In this paper, we propose a novel unsupervised deep pairwise hashing method, which effectively and robustly takes advantage of the similarity information between training samples and anchors. We first construct an anchor-based pairwise similarity matrix, upon which we create a strong and robust ensemble pairwise similarity matrix to preserve their similarity and dissimilarity relations. Then, we propose a novel loss function consisting of a weighted cross-entropy loss, which utilizes the similarity and dissimilarity between training samples and anchors as the weight to explore their semantic similarity relationship, a square loss to reduce the gap between latent binary vectors and binary codes, and another square loss to form consensus predictions of latent binary vectors for boosting model performance.
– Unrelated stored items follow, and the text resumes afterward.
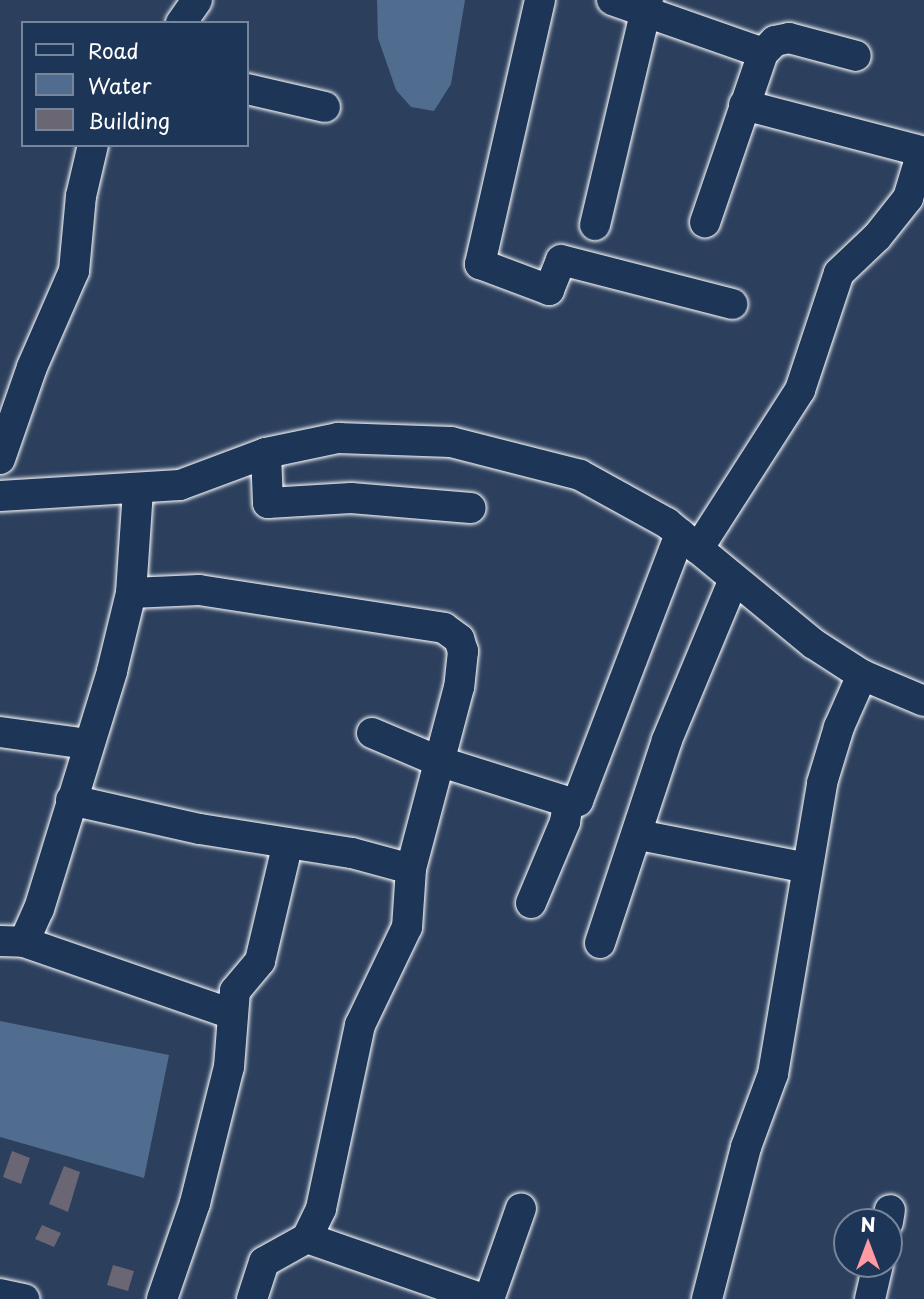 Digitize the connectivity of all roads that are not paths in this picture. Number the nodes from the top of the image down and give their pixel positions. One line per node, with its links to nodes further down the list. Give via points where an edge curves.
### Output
1 (197, 0): 5 (street)
2 (540, 0): 15 (street, via 480,264 549,290 561,260)
3 (612, 0): 4 (street)
4 (646, 6): 6 (street); 14 (street)
5 (182, 21)
6 (763, 53): 7 (street, via 775,41 789,38); 9 (street)
7 (856, 56)
8 (248, 89): 10 (street)
9 (744, 105): 12 (street); 13 (street)
10 (325, 107)
11 (92, 147): 17 (street, via 80,196 74,271 32,367)
12 (923, 152): 21 (street, via 908,198 877,237 839,273 800,390)
13 (705, 222)
14 (595, 225)
15 (732, 303)
16 (266, 453): 18 (street, via 180,485); 20 (street, via 268,503 351,498); 21 (street, via 338,438 451,442 580,475)
17 (0, 459)
18 (138, 489): 19 (street); 23 (street)
19 (0, 496)
20 (471, 508)
21 (689, 541): 22 (street); 31 (street, via 578,801)
22 (734, 579): 24 (street); 32 (street, via 667,740)
23 (131, 593): 28 (street); 29 (street, via 199,590 444,628 460,639 463,651 459,687)
24 (862, 676): 25 (street); 35 (street, via 839,727 822,783)
25 (924, 701)
26 (0, 732): 28 (street)
27 (372, 733): 29 (street)
28 (88, 744): 30 (street)
29 (438, 761): 31 (street); 34 (street)
30 (71, 800): 33 (street); 37 (street, via 39,909)
31 (568, 802): 36 (street, via 565,822)
32 (639, 835): 35 (street); 38 (street)
33 (288, 843): 34 (street); 39 (street, via 260,961 235,991)
34 (411, 869): 41 (street, via 407,927 360,1025 321,1209)
35 (807, 869): 48 (street, via 773,1074 746,1147)
36 (531, 903)
37 (12, 942): 39 (street)
38 (600, 943)
39 (232, 1014): 45 (street, via 229,1067 195,1203)
40 (521, 1208): 47 (street)
41 (307, 1238): 46 (street, via 264,1262); 47 (street)
42 (875, 1278): 49 (street)
43 (0, 1294): 44 (street)
44 (24, 1299)
45 (162, 1299)
46 (252, 1299)
47 (486, 1299)
48 (706, 1299)
49 (870, 1299)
Experiments on benchmark databases demonstrate the strength of the proposed method and the effectiveness of each term in the proposed loss function. In the future, it is very promising to apply the robust ensemble pairwise similarity matrix and the weighted cross-entropy loss on unsupervised or semi-supervised deep methods because they can effectively explore the semantic similarity information hidden in unlabeled data. Exploring advanced backbones, such as ResNet, to further improve performance is another research direction.